Your podcast has just made its debut on the New and Worthy section in iTunes. The good news? It’s now visible to literally millions of people, giving you the chance to start growing your audience and getting a huge following.
The bad news? iTunes only gives you only 8 weeks to make a stellar impression and live up to the title of being New and Worthy. After that, its algorithm will now decide whether to keep your podcast still in their list, bump it down, or take it off completely.
Just like Google or any other search engines, iTunes uses an algorithm that determines the ranking of the different podcasts they feature in the New and Worthy section as well as the What’s Hot section. This algorithm looks into different aspects about your podcast throughout the entire 8-week period they give you. These include things like:
While the exact weight given by iTunes to podcast ratings and reviews given may be top secret, one thing is for certain: podcast reviews are essential to help grow your podcast audience, whether they are good or bad.
Because ratings and reviews have a strong influence when it comes to getting people to choose which podcast they listen to.
In a study done by Cisco Systems on consumer shopping behavior, they discovered that 52% of the respondents to the survey say that they base their decision on the reviews and ratings they have read online.
Getting quality podcast reviews from your audience is also very important if you’re just starting out and nobody has heard about you, let alone your podcast. According to a research conducted by Northwestern University, “reviews matter when the likelihood of a consumer purchasing a product is inherently low…especially true when a brand or product is relatively unknown, or when the product is completely new in an existing category.”
One of the secrets of Nick Loper, owner of the podcast The Side Hustle Show, is that he waits until he’s got 4 edited episodes before he uploads them onto his podcast in iTunes.

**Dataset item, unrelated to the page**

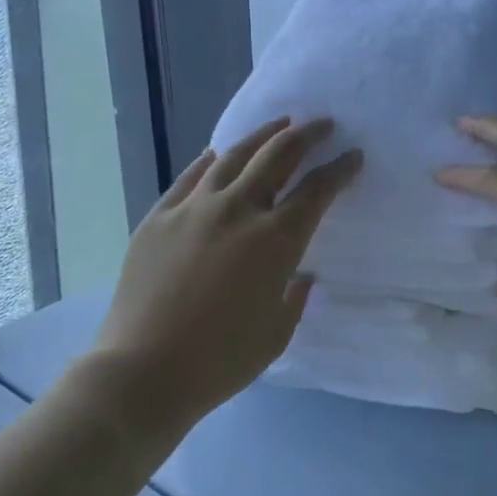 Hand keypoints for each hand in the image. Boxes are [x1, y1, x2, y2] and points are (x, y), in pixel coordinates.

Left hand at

Doing this allows you to achieve two things. First, it gives your target audience more options and increasing the chances of them finding something that will peak their interest.
Second, having more episodes of your podcast means that you increase the number of downloads happening in your podcast. This is something that the iTunes ranking algorithm really likes so this will work in helping to keep your podcast more visible.
People that subscribe to your blog’s email list do so because they see the value of the content that you give them. Take advantage of this loyalty and following by announcing to them beforehand that you are launching a podcast over in iTunes. Follow this up with another email telling them that the podcast is live, and include a link where they can leave a review.
Adding the link in your email that directs email list subscribers to where they can leave their podcast reviews is important. The easier it is for them to do something that you request, the more likely they would follow through.
That’s right! There’s absolutely nothing wrong about asking people in your network to listen and leave a podcast review. Just as long as you do it the right way.
By the right way, that simply means that you will need to email them personally letting them know that you’ve just launched a podcast and ask them for a review. Again, make sure that you include the link that would direct them where they can leave their podcast review so that it would make the task easier.
Just with blog posts, make it a point to include a call-to-action (CTA) snippet at the end of your podcast script and Show Notes encouraging them to leave a review for your podcast. Be sure to include relevant links in your Show Notes to make things easier for them. After all, you won’t get something unless you ask.
Often called the Pay-It-Forward method, this is one of the favorite ways podcasters are able to get podcast reviews.
This is how it works: first, go through the different podcast and select those that are either within your niche or working in a niche related to yours. Actively listen to a few of their episodes and leave a quality podcast review. Then send an email directly to the podcaster letting them know that you’ve just left them a podcast review and politely request if they can do the same in your podcast.
In addition to getting podcast reviews, this method can also help you start building relationships with other podcasters within your niche or in related niches. This can open doors for collaborations, interviews, and other projects with them that would benefit both your business and theirs later on.
Getting podcast reviews is only half of the battle. The kind of reviews you get is just as important—if not, more important—as the number of podcast reviews you can collect. You may have 100 reviews posted, but if all of the reviews that are left are not good, then this could even hurt the ranking of your podcast even more.
Remember, at the end of the day, providing your audience with quality content in your podcast episodes and connecting with your listeners should be the number one goal. These 5 ways to get podcast reviews will help you get things started. But, the quality of the content that you put out, and your ability to connect with your audience and build a following will keep the good podcast reviews coming.